# Exercise material:
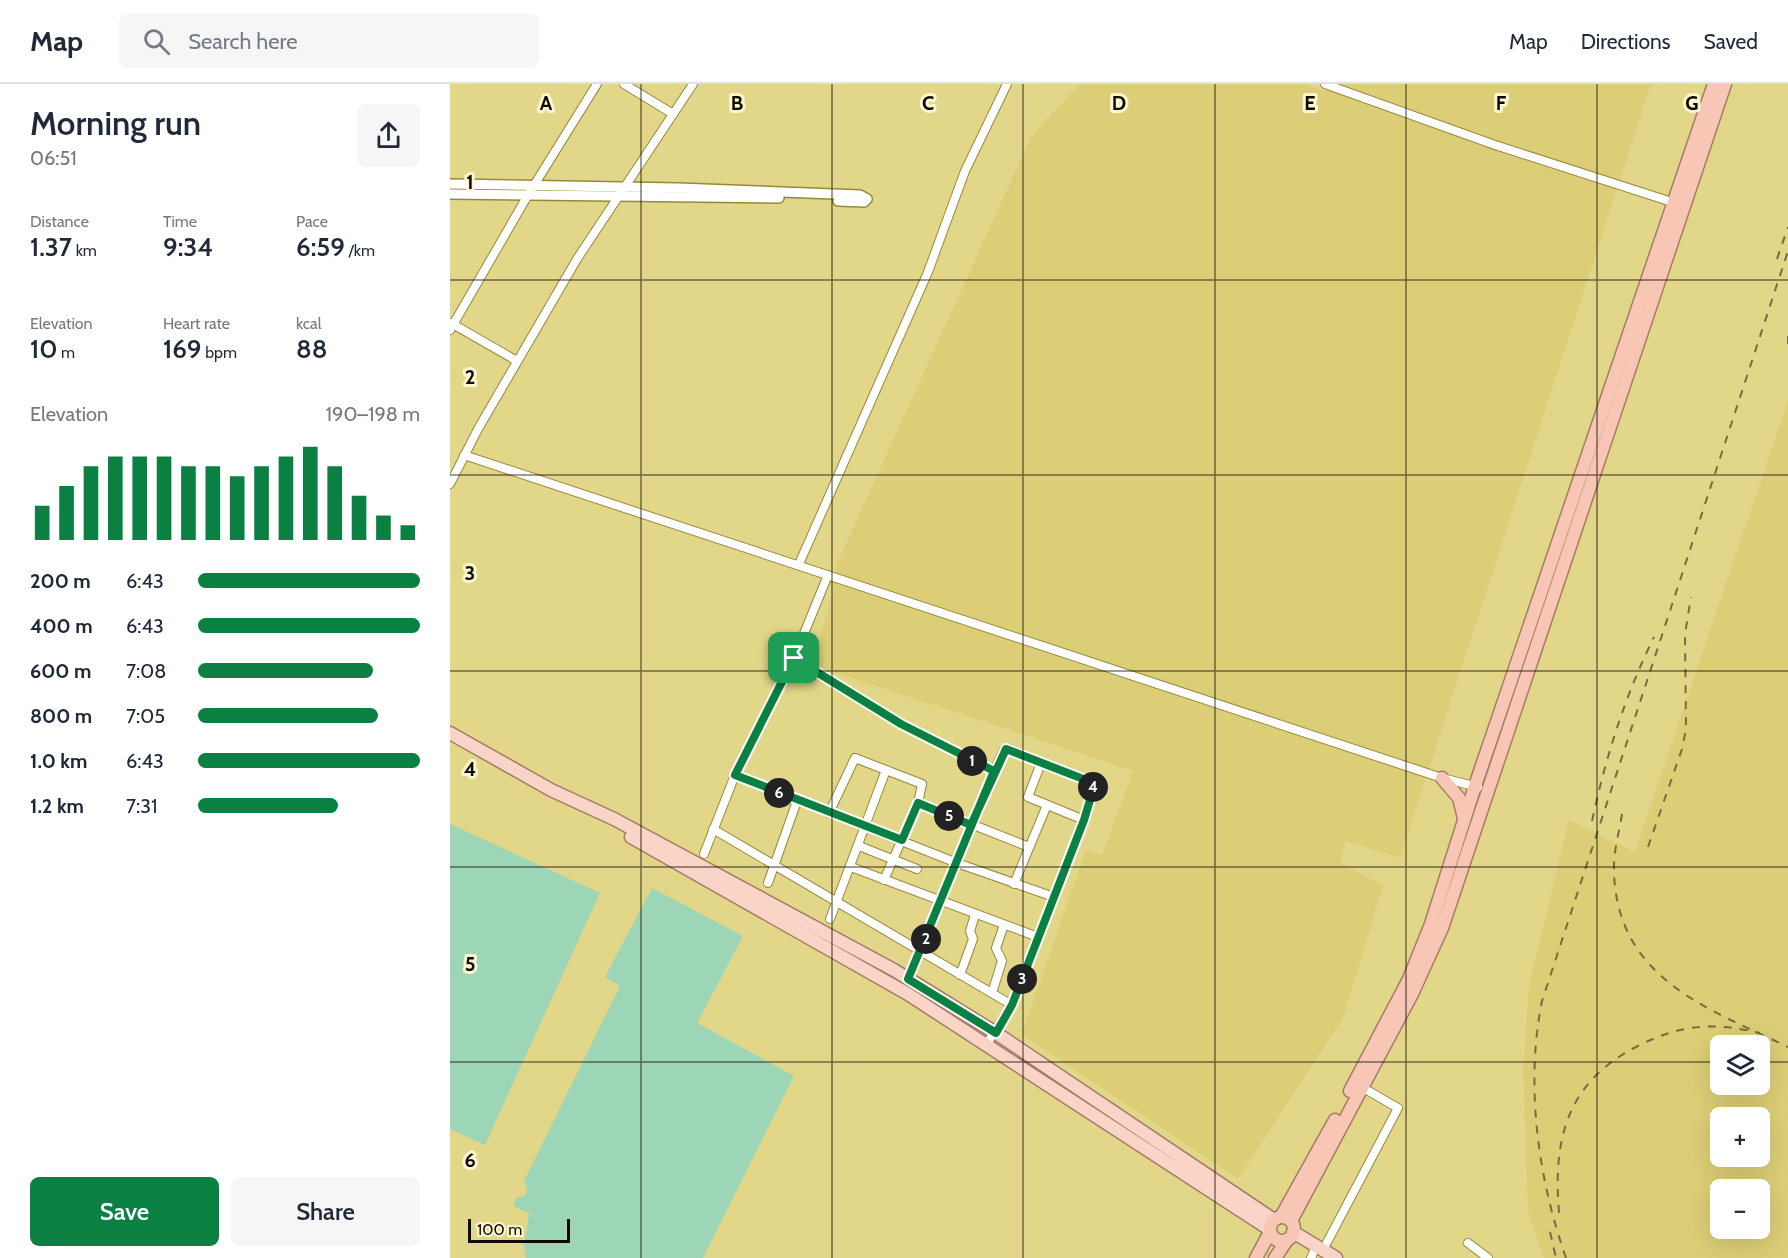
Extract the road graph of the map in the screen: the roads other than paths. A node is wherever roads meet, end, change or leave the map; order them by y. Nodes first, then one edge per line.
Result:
1 (597, 84) edge
2 (624, 84) edge
3 (693, 84) edge
4 (1007, 84) edge
5 (1325, 84) edge
6 (1714, 84) edge
7 (1725, 84) edge
8 (674, 114) junction
9 (450, 184) edge
10 (534, 186) junction
11 (623, 188) junction
12 (450, 194) edge
13 (528, 195) junction
14 (616, 197) junction
15 (1675, 203) junction
16 (451, 326) edge
17 (517, 361) junction
18 (464, 455) junction
19 (454, 467) edge
20 (450, 484) edge
21 (798, 564) junction
22 (828, 575) junction
23 (1539, 619) junction
24 (794, 658) junction
25 (450, 733) edge
26 (450, 742) edge
27 (1041, 763) junction
28 (886, 770) junction
29 (994, 771) junction
30 (735, 775) junction
31 (1442, 778) junction
32 (1475, 786) junction
33 (1488, 790) junction
34 (797, 801) junction
35 (918, 803) junction
36 (1047, 805) junction
37 (829, 813) junction
38 (1084, 820) junction
39 (1465, 820) junction
40 (612, 822) junction
41 (971, 825) junction
42 (867, 826) junction
43 (714, 829) junction
44 (902, 840) junction
45 (859, 846) junction
46 (1029, 848) junction
47 (667, 852) junction
48 (704, 854) dead end
49 (893, 859) junction
50 (957, 863) junction
51 (774, 865) junction
52 (851, 867) junction
53 (917, 869) dead end
54 (884, 879) junction
55 (768, 883) dead end
56 (1014, 884) junction
57 (1054, 897) junction
58 (837, 902) junction
59 (941, 902) junction
60 (975, 915) junction
61 (830, 919) dead end
62 (1004, 925) junction
63 (1038, 937) junction
64 (921, 952) junction
65 (960, 975) junction
66 (908, 979) junction
67 (992, 993) junction
68 (1012, 1005) junction
69 (996, 1033) junction
70 (986, 1045) junction
71 (1358, 1085) junction
72 (1282, 1229) junction
73 (1468, 1243) dead end
74 (1317, 1255) edge
75 (1256, 1258) edge
76 (1275, 1258) edge
77 (1336, 1258) edge
78 (1488, 1258) edge

1 - 10 street
2 - 8 street
3 - 8 street
4 - 21 street
5 - 15 street
6 - 15 highway
7 - 23 highway
8 - 11 street
9 - 10 street
10 - 11 street
10 - 13 street
11 - 14 street
11 - 14 street
12 - 13 street
13 - 14 street
13 - 16 street
14 - 17 street
15 - 23 highway
16 - 17 street
17 - 18 street
18 - 19 street
18 - 21 street
19 - 20 street
21 - 22 street
22 - 24 street
22 - 31 street
23 - 32 highway
23 - 33 highway
24 - 29 street
24 - 30 street
25 - 40 main road
26 - 40 main road
27 - 29 street
27 - 36 street
27 - 38 street
28 - 35 street
28 - 37 street
28 - 42 street
29 - 41 street
30 - 34 street
30 - 43 street
31 - 32 street
31 - 39 highway
32 - 33 street
32 - 39 highway
33 - 71 highway
34 - 37 street
34 - 51 street
35 - 41 street
35 - 44 street
36 - 38 street
36 - 46 street
37 - 42 street
38 - 57 street
39 - 71 highway
40 - 47 main road
41 - 46 street
41 - 50 street
42 - 44 street
42 - 45 street
43 - 48 street
43 - 51 street
44 - 49 street
44 - 50 street
45 - 49 street
45 - 52 street
46 - 56 street
47 - 66 main road
47 - 70 main road
49 - 53 street
49 - 54 street
50 - 56 street
50 - 59 street
51 - 55 street
51 - 58 street
52 - 54 street
52 - 58 street
54 - 59 street
56 - 57 street
57 - 63 street
58 - 61 street
58 - 64 street
59 - 60 street
59 - 64 street
60 - 62 street
60 - 65 street
62 - 63 street
62 - 67 street
63 - 68 street
64 - 65 street
64 - 66 street
65 - 67 street
66 - 69 main road
67 - 68 street
68 - 69 street
69 - 70 street
69 - 72 main road
70 - 72 main road
71 - 72 highway
71 - 74 street
72 - 74 main road
72 - 75 highway
72 - 76 highway
73 - 78 street
74 - 77 main road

# Work item:
Print the complete listing exactly, apart from any pictures.

# Your solution:
Extract the road graph of the map in the screen: the roads other than paths. A node is wherever roads meet, end, change or leave the map; order them by y. Nodes first, then one edge per line.
Result:
1 (597, 84) edge
2 (624, 84) edge
3 (693, 84) edge
4 (1007, 84) edge
5 (1325, 84) edge
6 (1714, 84) edge
7 (1725, 84) edge
8 (674, 114) junction
9 (450, 184) edge
10 (534, 186) junction
11 (623, 188) junction
12 (450, 194) edge
13 (528, 195) junction
14 (616, 197) junction
15 (1675, 203) junction
16 (451, 326) edge
17 (517, 361) junction
18 (464, 455) junction
19 (454, 467) edge
20 (450, 484) edge
21 (798, 564) junction
22 (828, 575) junction
23 (1539, 619) junction
24 (794, 658) junction
25 (450, 733) edge
26 (450, 742) edge
27 (1041, 763) junction
28 (886, 770) junction
29 (994, 771) junction
30 (735, 775) junction
31 (1442, 778) junction
32 (1475, 786) junction
33 (1488, 790) junction
34 (797, 801) junction
35 (918, 803) junction
36 (1047, 805) junction
37 (829, 813) junction
38 (1084, 820) junction
39 (1465, 820) junction
40 (612, 822) junction
41 (971, 825) junction
42 (867, 826) junction
43 (714, 829) junction
44 (902, 840) junction
45 (859, 846) junction
46 (1029, 848) junction
47 (667, 852) junction
48 (704, 854) dead end
49 (893, 859) junction
50 (957, 863) junction
51 (774, 865) junction
52 (851, 867) junction
53 (917, 869) dead end
54 (884, 879) junction
55 (768, 883) dead end
56 (1014, 884) junction
57 (1054, 897) junction
58 (837, 902) junction
59 (941, 902) junction
60 (975, 915) junction
61 (830, 919) dead end
62 (1004, 925) junction
63 (1038, 937) junction
64 (921, 952) junction
65 (960, 975) junction
66 (908, 979) junction
67 (992, 993) junction
68 (1012, 1005) junction
69 (996, 1033) junction
70 (986, 1045) junction
71 (1358, 1085) junction
72 (1282, 1229) junction
73 (1468, 1243) dead end
74 (1317, 1255) edge
75 (1256, 1258) edge
76 (1275, 1258) edge
77 (1336, 1258) edge
78 (1488, 1258) edge

1 - 10 street
2 - 8 street
3 - 8 street
4 - 21 street
5 - 15 street
6 - 15 highway
7 - 23 highway
8 - 11 street
9 - 10 street
10 - 11 street
10 - 13 street
11 - 14 street
11 - 14 street
12 - 13 street
13 - 14 street
13 - 16 street
14 - 17 street
15 - 23 highway
16 - 17 street
17 - 18 street
18 - 19 street
18 - 21 street
19 - 20 street
21 - 22 street
22 - 24 street
22 - 31 street
23 - 32 highway
23 - 33 highway
24 - 29 street
24 - 30 street
25 - 40 main road
26 - 40 main road
27 - 29 street
27 - 36 street
27 - 38 street
28 - 35 street
28 - 37 street
28 - 42 street
29 - 41 street
30 - 34 street
30 - 43 street
31 - 32 street
31 - 39 highway
32 - 33 street
32 - 39 highway
33 - 71 highway
34 - 37 street
34 - 51 street
35 - 41 street
35 - 44 street
36 - 38 street
36 - 46 street
37 - 42 street
38 - 57 street
39 - 71 highway
40 - 47 main road
41 - 46 street
41 - 50 street
42 - 44 street
42 - 45 street
43 - 48 street
43 - 51 street
44 - 49 street
44 - 50 street
45 - 49 street
45 - 52 street
46 - 56 street
47 - 66 main road
47 - 70 main road
49 - 53 street
49 - 54 street
50 - 56 street
50 - 59 street
51 - 55 street
51 - 58 street
52 - 54 street
52 - 58 street
54 - 59 street
56 - 57 street
57 - 63 street
58 - 61 street
58 - 64 street
59 - 60 street
59 - 64 street
60 - 62 street
60 - 65 street
62 - 63 street
62 - 67 street
63 - 68 street
64 - 65 street
64 - 66 street
65 - 67 street
66 - 69 main road
67 - 68 street
68 - 69 street
69 - 70 street
69 - 72 main road
70 - 72 main road
71 - 72 highway
71 - 74 street
72 - 74 main road
72 - 75 highway
72 - 76 highway
73 - 78 street
74 - 77 main road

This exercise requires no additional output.